Thu, 04 Apr 2002

E-commerce will soon rebound

In cooperation with the Asian GLOBE-The Jakarta CEO Club and MarkPlus & Co. management consulting firm, this new column is designed to look at the visions and strategic views of CEOs of Indonesian and multinational companies operating in Indonesia. It will appear every Thursday with the support of marketing guru Hermawan Kertajaya. The following is the first piece on the CEO of PT SAP Asia in Indonesia, a subsidiary of the Germany-based e- commerce software solutions provider. It's compiled by The Jakarta Post reporter K. Basrie.

Over the past few years, the world witnessed the ugly ruin of online businesses. Many firmly insist that the online world has been something of a bust. So what went wrong?

Many blame the failure on the costs, which were higher than expected and the benefits more elusive than anticipated. Liquidity, rather than the build-out capabilities, quickly became the number one priority for many dot-coms as they struggled to survive.

Most of the dot-coms were geared on how to gain capital from the market, rather than how to give value to customers.

Does the future still hold a grim outlook after the well- publicized sad story of the Internet world? Early efforts have stumbled, to be sure. But many now doubt it will be as grim as thought. They say there'll be a change very soon.

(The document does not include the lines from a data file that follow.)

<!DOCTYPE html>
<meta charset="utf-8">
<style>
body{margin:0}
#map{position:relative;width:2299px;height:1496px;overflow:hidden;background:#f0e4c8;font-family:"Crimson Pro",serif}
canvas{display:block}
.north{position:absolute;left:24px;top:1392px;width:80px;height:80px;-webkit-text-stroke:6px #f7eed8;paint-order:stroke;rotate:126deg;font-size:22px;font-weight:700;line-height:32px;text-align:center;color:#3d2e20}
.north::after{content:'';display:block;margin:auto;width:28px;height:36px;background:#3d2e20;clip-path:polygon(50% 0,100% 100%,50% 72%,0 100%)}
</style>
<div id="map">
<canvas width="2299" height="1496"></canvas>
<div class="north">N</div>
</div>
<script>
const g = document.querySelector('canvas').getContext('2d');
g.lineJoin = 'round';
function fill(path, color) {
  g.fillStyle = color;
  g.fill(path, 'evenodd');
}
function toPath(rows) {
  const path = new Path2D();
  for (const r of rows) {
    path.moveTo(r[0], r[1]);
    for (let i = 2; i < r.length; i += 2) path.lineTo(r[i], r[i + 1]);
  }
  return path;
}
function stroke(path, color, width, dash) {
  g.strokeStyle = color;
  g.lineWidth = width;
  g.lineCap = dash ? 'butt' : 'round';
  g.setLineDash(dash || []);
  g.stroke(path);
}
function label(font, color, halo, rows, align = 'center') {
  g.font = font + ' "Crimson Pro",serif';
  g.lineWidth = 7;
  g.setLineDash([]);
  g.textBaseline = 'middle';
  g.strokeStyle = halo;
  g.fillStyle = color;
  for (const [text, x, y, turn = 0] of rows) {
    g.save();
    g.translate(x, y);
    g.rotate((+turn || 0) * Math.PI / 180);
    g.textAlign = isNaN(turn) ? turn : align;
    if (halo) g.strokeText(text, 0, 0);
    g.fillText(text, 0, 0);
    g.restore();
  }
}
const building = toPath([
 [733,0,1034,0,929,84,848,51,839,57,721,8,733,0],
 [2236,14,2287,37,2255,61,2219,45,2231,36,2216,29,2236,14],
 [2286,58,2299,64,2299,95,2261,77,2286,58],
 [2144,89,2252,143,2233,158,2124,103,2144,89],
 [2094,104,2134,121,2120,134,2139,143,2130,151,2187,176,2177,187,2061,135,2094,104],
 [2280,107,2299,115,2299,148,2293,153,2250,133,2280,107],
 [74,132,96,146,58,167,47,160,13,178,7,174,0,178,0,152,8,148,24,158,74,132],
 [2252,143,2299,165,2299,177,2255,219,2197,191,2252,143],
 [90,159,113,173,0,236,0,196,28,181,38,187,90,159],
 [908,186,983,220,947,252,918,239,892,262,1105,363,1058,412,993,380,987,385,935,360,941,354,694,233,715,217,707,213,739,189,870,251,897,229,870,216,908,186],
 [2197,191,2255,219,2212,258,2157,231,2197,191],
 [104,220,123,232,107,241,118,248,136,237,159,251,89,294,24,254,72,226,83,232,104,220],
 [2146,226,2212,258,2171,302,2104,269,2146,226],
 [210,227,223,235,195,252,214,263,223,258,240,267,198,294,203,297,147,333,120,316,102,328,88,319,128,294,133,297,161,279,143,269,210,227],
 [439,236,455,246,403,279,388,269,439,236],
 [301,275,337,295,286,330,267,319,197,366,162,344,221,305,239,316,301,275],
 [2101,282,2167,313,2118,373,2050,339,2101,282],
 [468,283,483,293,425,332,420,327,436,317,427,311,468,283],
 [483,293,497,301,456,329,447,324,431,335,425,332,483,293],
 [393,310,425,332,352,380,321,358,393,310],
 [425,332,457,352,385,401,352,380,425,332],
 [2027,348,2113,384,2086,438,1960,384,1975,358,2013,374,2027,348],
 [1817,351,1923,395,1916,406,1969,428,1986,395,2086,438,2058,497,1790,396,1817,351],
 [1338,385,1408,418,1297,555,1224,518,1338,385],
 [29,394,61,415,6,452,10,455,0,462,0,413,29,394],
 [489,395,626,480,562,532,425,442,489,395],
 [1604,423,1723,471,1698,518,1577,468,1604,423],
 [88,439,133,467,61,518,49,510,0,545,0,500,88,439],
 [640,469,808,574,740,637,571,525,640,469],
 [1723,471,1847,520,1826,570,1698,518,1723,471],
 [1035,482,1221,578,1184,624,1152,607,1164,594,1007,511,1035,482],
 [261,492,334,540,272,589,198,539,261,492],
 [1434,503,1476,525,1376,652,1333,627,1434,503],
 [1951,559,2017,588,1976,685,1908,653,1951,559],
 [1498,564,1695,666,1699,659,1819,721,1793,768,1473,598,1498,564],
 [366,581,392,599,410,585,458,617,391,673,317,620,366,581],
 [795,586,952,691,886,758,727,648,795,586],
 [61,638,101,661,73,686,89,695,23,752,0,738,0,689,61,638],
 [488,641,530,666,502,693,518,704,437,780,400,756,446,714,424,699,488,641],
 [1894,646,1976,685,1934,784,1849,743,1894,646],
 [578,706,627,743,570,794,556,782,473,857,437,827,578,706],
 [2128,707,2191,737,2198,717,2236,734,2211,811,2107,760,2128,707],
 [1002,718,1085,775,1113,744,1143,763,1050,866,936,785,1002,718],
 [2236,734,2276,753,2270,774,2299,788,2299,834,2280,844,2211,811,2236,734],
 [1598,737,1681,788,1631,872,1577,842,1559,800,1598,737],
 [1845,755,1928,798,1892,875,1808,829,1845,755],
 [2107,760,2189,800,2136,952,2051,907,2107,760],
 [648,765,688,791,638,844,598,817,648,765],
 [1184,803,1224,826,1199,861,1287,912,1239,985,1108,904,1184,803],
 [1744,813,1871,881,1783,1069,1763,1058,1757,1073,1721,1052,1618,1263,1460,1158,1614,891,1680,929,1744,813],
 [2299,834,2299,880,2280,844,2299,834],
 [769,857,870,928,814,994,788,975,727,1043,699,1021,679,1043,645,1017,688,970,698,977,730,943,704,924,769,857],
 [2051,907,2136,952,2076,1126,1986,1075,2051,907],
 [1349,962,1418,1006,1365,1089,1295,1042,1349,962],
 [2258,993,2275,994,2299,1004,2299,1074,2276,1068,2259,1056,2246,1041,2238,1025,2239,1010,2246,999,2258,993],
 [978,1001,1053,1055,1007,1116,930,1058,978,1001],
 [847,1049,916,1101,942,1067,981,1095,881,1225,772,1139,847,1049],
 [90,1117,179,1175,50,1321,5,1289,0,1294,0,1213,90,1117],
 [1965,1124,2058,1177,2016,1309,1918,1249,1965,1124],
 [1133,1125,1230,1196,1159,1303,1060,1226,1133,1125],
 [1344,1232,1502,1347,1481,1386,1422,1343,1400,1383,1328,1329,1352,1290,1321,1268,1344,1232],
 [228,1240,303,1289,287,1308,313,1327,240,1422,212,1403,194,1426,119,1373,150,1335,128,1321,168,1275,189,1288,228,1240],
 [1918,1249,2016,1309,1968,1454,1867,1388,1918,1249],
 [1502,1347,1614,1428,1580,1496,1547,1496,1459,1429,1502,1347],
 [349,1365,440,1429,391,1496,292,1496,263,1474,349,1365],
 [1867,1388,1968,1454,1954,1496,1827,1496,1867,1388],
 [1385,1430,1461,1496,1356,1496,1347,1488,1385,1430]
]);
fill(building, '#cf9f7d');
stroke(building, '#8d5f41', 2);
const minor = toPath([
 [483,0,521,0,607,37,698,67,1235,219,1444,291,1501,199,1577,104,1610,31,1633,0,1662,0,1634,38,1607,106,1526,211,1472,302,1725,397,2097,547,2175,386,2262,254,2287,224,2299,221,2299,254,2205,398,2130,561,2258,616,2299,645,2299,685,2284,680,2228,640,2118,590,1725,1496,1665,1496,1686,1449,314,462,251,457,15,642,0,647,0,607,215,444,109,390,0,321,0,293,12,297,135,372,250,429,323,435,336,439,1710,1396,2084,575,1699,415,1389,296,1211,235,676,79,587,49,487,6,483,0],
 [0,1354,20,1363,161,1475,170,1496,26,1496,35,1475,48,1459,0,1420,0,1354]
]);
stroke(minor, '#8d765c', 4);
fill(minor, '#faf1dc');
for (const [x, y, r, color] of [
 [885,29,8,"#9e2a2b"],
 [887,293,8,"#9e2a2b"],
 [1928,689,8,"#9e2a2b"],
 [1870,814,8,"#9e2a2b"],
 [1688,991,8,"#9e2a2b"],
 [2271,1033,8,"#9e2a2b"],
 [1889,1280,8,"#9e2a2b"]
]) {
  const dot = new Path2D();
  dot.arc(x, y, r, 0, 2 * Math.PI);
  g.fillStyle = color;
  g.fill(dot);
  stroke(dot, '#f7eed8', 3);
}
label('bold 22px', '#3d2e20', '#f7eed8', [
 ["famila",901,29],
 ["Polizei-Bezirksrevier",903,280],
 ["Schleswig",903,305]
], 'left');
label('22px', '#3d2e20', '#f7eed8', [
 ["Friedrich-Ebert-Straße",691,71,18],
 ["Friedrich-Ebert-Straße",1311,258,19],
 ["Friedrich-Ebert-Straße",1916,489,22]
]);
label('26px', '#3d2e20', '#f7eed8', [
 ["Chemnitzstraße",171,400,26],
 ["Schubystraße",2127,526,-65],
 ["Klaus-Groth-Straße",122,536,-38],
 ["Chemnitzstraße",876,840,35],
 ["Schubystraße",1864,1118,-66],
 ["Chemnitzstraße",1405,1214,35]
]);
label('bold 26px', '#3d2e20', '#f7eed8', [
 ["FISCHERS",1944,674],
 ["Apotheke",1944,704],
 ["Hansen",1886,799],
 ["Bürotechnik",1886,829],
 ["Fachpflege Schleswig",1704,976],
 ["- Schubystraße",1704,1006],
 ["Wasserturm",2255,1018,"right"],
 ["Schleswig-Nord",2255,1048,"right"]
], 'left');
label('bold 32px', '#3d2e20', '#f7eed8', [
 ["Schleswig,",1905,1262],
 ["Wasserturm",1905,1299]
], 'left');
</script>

Take a brief look at world-class companies around the globe. From procurement to product design to supply chain management, the Internet and the e-commerce have changed the way organizations operate and enterprises serve customers and win the fierce competition.

The community, still small but growing, believes that e- commerce is a permanent feature on the business landscape.

Krisnendu Datta, managing director of PT SAP Indonesia, believes that the real players of e-commerce are beginning to evolve and return in different forms.

"As that evolves, we'll see people's confidence coming back and taking more e-commerce-based solutions into their business," he said in a recent interview.

SAP, Datta went on, survived when the bubble burst because "we did not jump on the dot-com bandwagon and try to play the initial public offering (IPO) game and try to run and acquire a few companies with high market capitalization. Instead we focused on how we could enrich our solutions using e-commerce technology, using e-commerce tools and then going back to the same and other customers with added value."

According to Datta, it is high time companies in Indonesia get in the e-commerce market.

A rich bachelor will never be ready to marry, Datta said.

"So, I don't think there's any particular time to go for e- commerce. The time is now. The time is always there."

One, he added, can choose areas to go by looking at one's own business model by looking at what he can achieve in the end. E -commerce should not be driven by technology or be something to do just because everyone else is doing it.

And globalization also offers opportunities and challenges, instead of risks alone.

"As a global player, our main challenge at SAP is how ready the market is, in terms of people's ability and what the IT does for them."

Datta, who has been in the IT industry for 14 years, reminded that growth is not the sole goal in the business world since growth is sometimes uncontrolled and unprofitable.

"That's why growth alone is not the only thing we should challenge in business."

Based on his experience, there are two fundamentals ways to grow.

"First, grow in your solution set by offering more products and solution within the same customer base or within the same geography, or you can enhance your geography with the same solution set.

"Do either one or you can do a combination. In SAP's case, we're doing both," Datta said.

Indonesia, Datta said, is home to roughly 4,000 firms with yearly earnings of between US$30 million and $40 million, which has become the main target of SAP Indonesia.

"About 60 percent of the market is still untapped," he said.

He, thus, urges IT players to grab the opportunities.

"The question is the timeframe. This market still needs a certain amount of awareness, infrastructure, knowledge base for IT to grow and that takes time," he said, adding that the perfect time to get in would be over the next five years.

But he suggests that knowledge is a crucial element for any company to grow and develop in such a competitive era.

Unfortunately, knowledge does not appear on the balance sheet.

Today, he said, knowledge management is not about acquiring knowledge alone but about sharing knowledge with others, including employees.

Having dozens of knowledgeable workers is far better and more powerful than having only one knowledgeable manager, he said.

Well, while there's uncertainty about the speed of change, there's no question about the direction of change. And let the rich bachelor make his own judgment.